----- Provided material

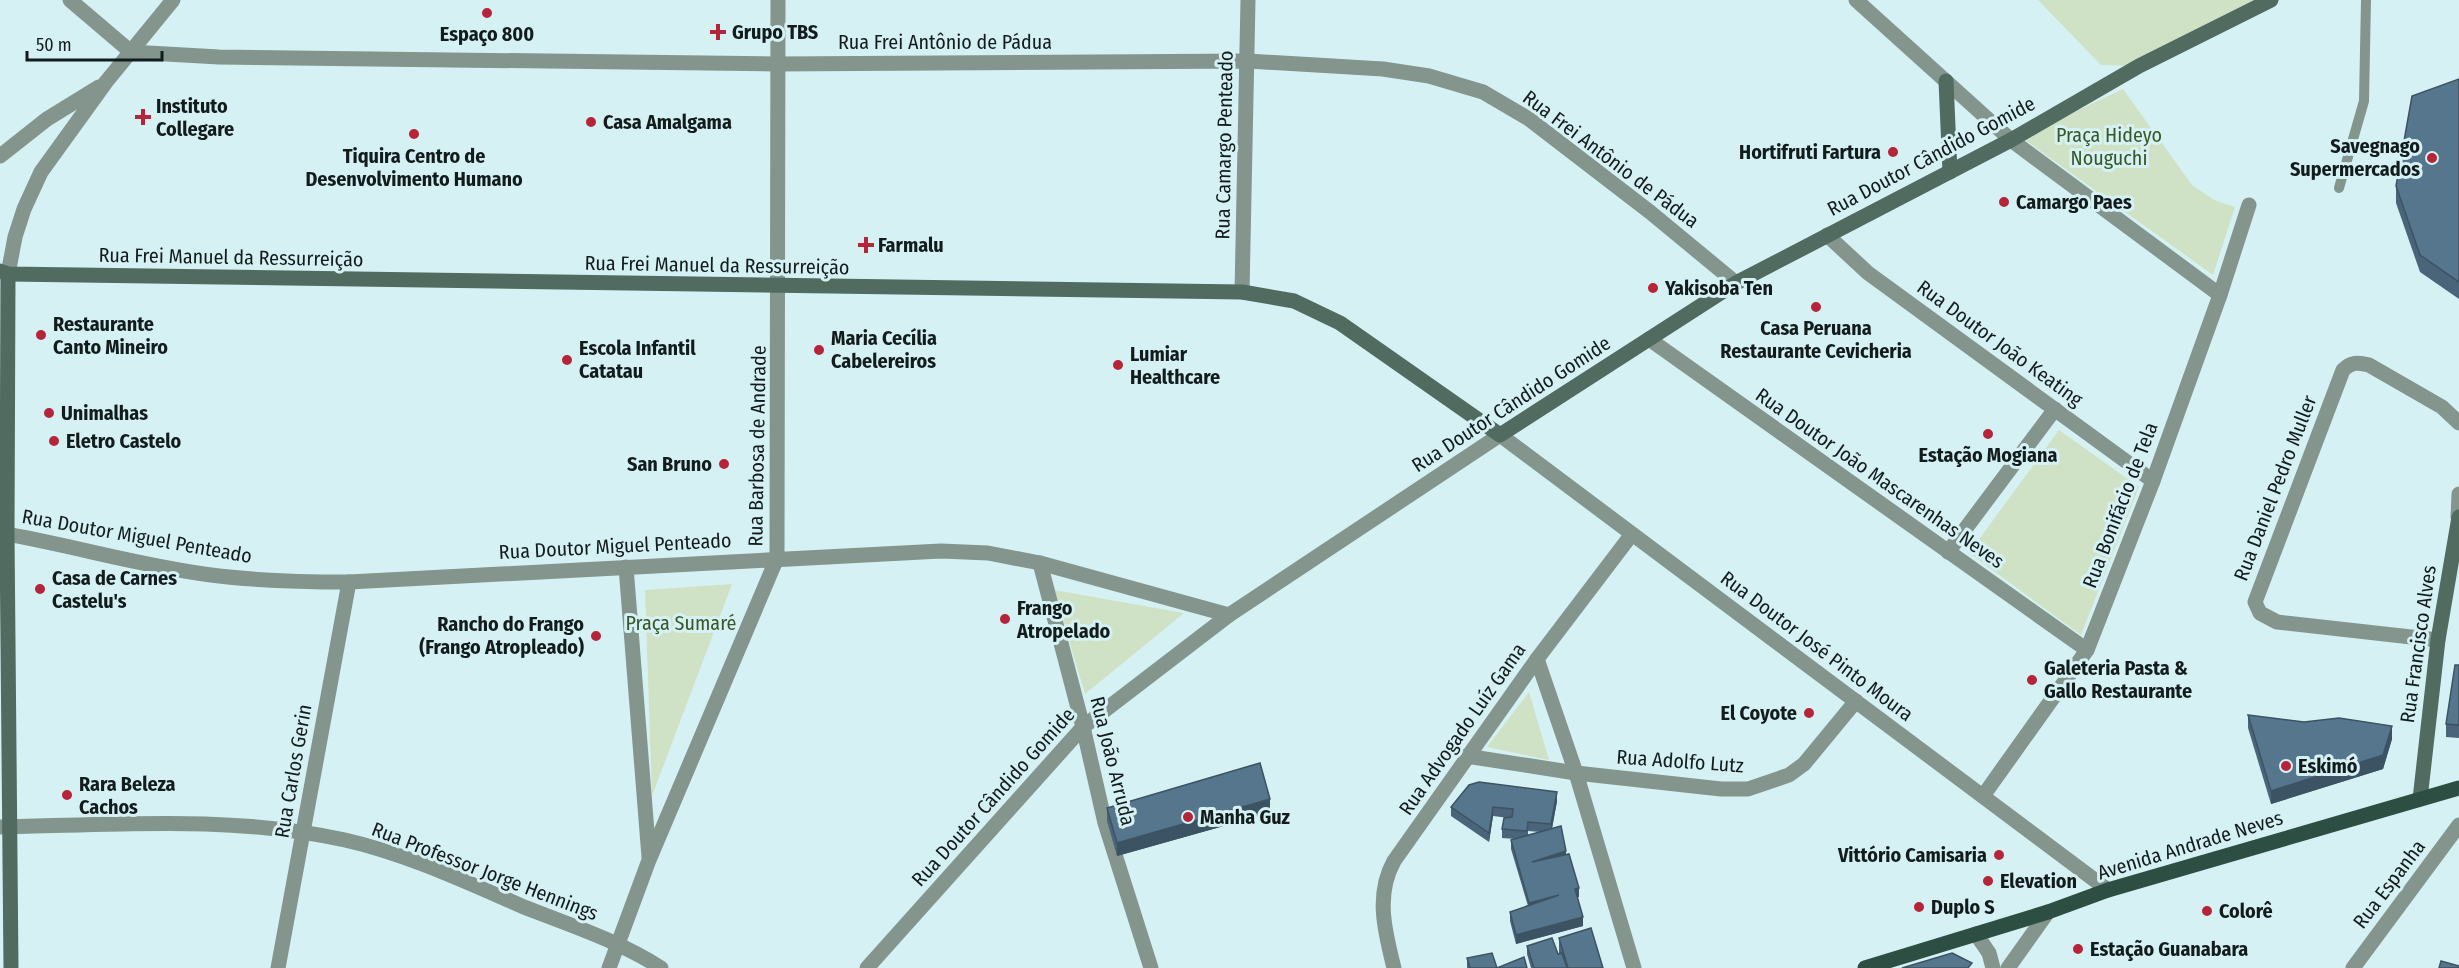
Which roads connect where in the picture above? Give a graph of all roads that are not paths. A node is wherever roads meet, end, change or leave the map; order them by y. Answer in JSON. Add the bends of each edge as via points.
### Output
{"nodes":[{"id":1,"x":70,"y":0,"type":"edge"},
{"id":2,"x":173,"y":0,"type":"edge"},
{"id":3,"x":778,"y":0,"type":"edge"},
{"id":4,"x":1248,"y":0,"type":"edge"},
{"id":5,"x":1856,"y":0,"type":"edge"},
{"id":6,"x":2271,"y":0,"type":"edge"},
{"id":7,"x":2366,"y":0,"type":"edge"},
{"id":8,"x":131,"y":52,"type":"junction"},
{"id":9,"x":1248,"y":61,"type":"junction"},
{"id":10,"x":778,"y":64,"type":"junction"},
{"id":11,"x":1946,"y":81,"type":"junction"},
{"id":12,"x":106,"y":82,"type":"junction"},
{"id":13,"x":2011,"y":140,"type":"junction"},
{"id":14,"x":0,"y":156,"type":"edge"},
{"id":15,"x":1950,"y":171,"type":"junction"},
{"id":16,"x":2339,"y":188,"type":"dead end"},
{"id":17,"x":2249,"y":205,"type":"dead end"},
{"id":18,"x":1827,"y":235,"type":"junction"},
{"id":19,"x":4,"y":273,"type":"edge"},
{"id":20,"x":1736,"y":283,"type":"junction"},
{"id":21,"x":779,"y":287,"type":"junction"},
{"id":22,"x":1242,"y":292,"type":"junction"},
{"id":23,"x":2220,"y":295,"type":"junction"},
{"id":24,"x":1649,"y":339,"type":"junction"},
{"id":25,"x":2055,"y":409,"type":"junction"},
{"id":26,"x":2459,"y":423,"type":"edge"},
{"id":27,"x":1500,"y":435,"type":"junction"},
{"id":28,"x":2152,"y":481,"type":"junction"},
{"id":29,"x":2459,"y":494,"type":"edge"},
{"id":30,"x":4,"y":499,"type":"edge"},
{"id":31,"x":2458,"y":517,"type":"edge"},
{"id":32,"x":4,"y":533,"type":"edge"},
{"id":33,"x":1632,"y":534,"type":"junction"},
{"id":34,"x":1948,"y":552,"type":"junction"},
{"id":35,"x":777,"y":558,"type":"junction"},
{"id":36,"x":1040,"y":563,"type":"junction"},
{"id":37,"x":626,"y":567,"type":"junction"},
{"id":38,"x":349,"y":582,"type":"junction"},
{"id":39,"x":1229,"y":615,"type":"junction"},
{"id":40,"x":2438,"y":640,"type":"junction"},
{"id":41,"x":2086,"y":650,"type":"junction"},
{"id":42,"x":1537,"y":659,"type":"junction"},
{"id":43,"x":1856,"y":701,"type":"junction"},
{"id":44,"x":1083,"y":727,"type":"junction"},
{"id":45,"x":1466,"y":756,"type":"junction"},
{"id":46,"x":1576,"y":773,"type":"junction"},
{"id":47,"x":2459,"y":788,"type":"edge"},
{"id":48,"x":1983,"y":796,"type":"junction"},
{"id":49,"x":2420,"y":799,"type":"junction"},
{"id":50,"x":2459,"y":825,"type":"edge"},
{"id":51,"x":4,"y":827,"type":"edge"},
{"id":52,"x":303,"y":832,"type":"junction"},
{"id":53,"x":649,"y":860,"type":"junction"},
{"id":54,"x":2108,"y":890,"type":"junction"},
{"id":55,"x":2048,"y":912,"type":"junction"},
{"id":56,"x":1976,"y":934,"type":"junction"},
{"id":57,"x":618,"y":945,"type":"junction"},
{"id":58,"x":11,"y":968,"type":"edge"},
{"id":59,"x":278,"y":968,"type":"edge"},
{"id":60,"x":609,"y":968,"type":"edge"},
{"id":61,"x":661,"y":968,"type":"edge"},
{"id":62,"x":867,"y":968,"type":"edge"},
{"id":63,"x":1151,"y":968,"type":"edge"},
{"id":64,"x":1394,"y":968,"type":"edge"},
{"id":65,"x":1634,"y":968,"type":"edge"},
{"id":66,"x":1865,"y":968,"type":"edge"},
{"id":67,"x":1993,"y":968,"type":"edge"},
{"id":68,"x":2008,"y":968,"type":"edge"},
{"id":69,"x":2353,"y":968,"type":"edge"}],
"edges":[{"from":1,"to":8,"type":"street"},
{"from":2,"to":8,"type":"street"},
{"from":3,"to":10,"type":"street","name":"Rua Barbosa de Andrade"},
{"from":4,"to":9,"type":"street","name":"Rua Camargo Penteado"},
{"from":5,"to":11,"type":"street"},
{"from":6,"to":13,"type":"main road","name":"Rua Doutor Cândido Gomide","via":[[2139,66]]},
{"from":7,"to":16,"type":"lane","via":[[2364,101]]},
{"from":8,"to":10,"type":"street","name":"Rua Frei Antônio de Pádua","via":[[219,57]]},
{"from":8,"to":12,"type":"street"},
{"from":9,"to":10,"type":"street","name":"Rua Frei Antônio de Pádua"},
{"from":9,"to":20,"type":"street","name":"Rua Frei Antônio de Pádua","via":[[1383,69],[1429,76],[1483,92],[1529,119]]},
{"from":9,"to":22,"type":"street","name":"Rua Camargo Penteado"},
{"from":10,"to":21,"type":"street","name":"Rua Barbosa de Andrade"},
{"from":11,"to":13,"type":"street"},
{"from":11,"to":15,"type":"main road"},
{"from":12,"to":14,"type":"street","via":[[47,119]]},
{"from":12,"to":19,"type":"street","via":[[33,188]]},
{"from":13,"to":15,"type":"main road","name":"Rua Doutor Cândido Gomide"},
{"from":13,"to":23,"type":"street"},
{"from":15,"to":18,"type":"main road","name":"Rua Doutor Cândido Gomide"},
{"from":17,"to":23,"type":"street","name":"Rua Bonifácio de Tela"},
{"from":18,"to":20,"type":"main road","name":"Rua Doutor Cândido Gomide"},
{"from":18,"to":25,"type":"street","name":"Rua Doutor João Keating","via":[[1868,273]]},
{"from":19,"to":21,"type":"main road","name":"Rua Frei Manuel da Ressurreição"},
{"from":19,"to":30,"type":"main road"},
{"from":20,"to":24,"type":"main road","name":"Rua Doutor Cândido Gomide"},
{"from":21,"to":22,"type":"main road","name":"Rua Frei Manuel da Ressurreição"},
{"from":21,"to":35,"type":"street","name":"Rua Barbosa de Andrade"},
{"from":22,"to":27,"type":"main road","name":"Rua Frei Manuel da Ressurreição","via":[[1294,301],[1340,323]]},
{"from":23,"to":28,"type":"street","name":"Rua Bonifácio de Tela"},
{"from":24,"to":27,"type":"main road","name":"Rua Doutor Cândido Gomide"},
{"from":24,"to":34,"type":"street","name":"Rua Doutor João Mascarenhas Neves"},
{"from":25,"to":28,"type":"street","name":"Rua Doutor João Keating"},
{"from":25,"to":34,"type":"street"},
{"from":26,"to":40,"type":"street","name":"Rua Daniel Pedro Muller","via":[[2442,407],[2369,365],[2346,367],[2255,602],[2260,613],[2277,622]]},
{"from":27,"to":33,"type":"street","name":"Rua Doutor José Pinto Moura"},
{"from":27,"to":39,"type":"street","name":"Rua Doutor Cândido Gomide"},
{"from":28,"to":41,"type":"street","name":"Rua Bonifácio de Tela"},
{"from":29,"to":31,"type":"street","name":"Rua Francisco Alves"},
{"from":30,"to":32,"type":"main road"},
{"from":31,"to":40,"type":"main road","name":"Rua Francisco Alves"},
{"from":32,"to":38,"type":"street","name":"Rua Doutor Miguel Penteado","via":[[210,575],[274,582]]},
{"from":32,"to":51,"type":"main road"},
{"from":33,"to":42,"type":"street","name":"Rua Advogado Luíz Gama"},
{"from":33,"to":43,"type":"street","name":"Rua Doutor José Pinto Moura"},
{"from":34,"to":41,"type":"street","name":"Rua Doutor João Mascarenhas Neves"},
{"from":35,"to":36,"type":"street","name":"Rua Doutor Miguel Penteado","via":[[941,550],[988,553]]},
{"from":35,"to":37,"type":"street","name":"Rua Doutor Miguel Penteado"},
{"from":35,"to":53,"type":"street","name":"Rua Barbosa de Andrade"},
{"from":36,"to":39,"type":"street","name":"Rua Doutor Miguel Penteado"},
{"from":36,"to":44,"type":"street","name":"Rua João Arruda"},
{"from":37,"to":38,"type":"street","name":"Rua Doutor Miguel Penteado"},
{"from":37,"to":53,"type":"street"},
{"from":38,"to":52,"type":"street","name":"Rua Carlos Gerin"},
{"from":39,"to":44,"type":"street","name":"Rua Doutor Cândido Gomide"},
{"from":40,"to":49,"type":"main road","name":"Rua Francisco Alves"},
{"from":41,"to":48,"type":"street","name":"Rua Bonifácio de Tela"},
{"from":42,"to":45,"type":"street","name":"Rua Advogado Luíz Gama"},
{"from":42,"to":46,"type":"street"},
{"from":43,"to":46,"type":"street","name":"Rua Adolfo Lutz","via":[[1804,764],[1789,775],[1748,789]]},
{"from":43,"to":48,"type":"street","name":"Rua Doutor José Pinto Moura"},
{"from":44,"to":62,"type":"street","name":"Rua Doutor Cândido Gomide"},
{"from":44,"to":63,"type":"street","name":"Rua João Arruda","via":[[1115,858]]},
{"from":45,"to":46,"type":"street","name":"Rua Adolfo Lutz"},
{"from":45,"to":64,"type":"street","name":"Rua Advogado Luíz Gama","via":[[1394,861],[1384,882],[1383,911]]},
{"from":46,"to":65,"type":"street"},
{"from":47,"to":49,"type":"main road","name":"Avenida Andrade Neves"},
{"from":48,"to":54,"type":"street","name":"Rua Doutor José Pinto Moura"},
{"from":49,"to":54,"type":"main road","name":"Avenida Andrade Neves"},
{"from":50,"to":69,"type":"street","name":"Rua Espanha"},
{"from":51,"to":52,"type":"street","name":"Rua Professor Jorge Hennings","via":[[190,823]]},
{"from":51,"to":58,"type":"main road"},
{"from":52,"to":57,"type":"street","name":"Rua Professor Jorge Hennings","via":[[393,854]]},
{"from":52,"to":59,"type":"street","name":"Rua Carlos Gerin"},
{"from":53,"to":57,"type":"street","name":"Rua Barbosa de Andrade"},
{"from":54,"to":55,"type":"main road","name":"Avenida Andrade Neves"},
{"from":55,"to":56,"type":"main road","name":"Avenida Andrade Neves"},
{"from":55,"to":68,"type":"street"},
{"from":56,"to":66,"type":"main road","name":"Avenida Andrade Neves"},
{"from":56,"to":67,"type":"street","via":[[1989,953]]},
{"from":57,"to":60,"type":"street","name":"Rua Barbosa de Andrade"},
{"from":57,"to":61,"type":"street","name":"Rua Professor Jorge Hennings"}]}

----------

> [Exercise goal]: The lines to return are those with the string "Camargo" in them; copy each from the entries above.

> [Output]:
{"from":4,"to":9,"type":"street","name":"Rua Camargo Penteado"},
{"from":9,"to":22,"type":"street","name":"Rua Camargo Penteado"},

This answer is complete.